▸ **EXERCISE**
Filter the records, keeping every line that has the string "above".

▸ **RECORDS TO PROCESS**
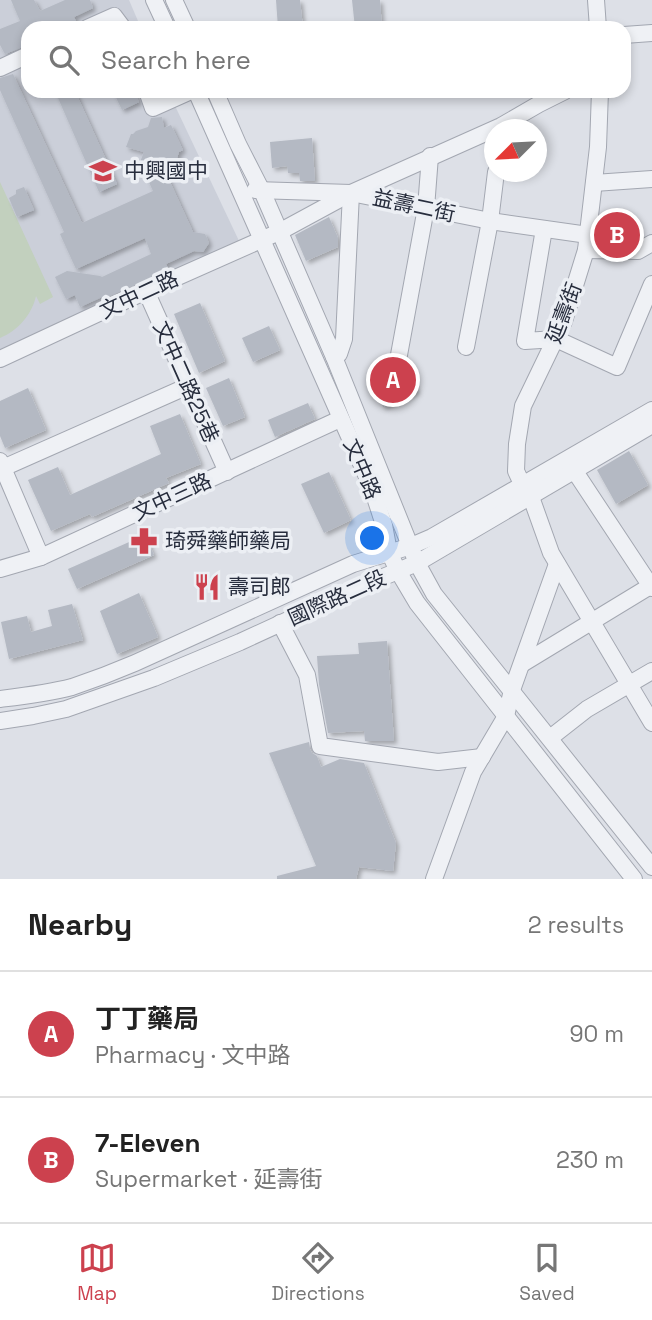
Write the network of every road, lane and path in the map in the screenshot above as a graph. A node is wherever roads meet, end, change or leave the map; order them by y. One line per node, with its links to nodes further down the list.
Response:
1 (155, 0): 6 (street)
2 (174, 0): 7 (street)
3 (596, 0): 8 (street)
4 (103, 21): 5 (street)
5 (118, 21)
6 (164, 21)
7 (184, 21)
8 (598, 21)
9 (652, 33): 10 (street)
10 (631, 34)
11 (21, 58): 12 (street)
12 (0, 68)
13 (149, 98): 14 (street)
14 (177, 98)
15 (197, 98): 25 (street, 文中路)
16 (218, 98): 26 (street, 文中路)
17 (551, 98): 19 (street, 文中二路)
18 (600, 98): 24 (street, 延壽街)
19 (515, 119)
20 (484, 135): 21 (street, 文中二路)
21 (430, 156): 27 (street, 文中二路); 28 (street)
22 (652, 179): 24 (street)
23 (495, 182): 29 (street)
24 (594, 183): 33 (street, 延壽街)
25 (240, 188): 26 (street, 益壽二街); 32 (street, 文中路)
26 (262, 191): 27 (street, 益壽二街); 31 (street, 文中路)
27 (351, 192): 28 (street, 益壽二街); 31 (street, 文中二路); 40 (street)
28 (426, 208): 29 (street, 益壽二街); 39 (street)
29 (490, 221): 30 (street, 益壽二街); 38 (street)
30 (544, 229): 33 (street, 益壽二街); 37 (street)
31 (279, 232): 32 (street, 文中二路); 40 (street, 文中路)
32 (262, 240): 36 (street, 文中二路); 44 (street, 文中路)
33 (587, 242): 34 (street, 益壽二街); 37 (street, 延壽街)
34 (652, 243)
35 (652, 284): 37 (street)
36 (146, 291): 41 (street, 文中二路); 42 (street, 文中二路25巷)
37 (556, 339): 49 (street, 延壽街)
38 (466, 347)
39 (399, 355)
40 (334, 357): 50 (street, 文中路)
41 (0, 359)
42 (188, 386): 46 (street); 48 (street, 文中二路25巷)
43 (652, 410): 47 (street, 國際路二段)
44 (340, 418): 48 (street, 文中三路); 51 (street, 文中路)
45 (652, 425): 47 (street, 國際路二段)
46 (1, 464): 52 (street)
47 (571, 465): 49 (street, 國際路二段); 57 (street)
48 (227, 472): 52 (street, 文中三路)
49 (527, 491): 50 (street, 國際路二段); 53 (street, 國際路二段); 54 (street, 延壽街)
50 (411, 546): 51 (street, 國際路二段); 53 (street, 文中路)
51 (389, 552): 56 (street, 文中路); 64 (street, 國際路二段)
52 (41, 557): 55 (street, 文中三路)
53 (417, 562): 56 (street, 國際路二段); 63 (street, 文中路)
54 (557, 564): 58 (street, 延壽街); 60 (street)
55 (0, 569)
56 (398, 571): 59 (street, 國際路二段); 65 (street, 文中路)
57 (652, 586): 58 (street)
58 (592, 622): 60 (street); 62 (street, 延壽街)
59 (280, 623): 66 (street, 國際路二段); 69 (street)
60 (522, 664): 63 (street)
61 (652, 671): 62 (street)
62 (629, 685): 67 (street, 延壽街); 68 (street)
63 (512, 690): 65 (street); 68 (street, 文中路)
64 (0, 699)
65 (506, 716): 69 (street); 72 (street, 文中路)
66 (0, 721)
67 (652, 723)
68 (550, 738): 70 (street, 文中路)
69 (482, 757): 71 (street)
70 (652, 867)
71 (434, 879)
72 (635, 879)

--

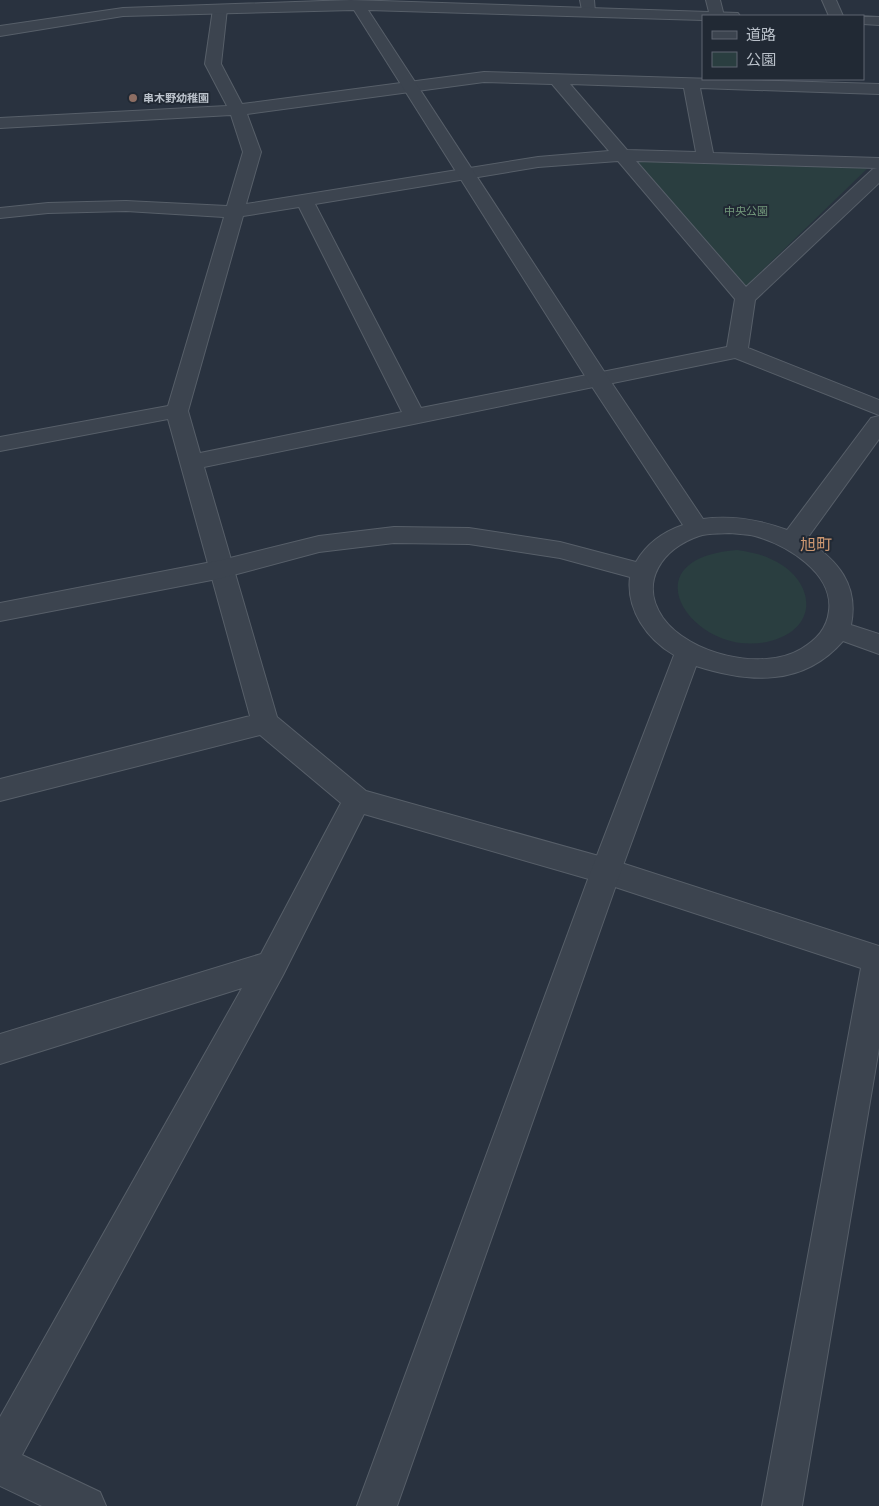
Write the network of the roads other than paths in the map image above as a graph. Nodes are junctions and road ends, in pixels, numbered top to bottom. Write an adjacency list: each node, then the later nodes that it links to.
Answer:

▸ **TASK OUTPUT**
Write the network of every road, lane and path in the map in the screenshot above as a graph. A node is wherever roads meet, end, change or leave the map; order them by y. One line per node, with its links to nodes further down the list.
Write the network of the roads other than paths in the map image above as a graph. Nodes are junctions and road ends, in pixels, numbered top to bottom. Write an adjacency list: each node, then the later nodes that it links to.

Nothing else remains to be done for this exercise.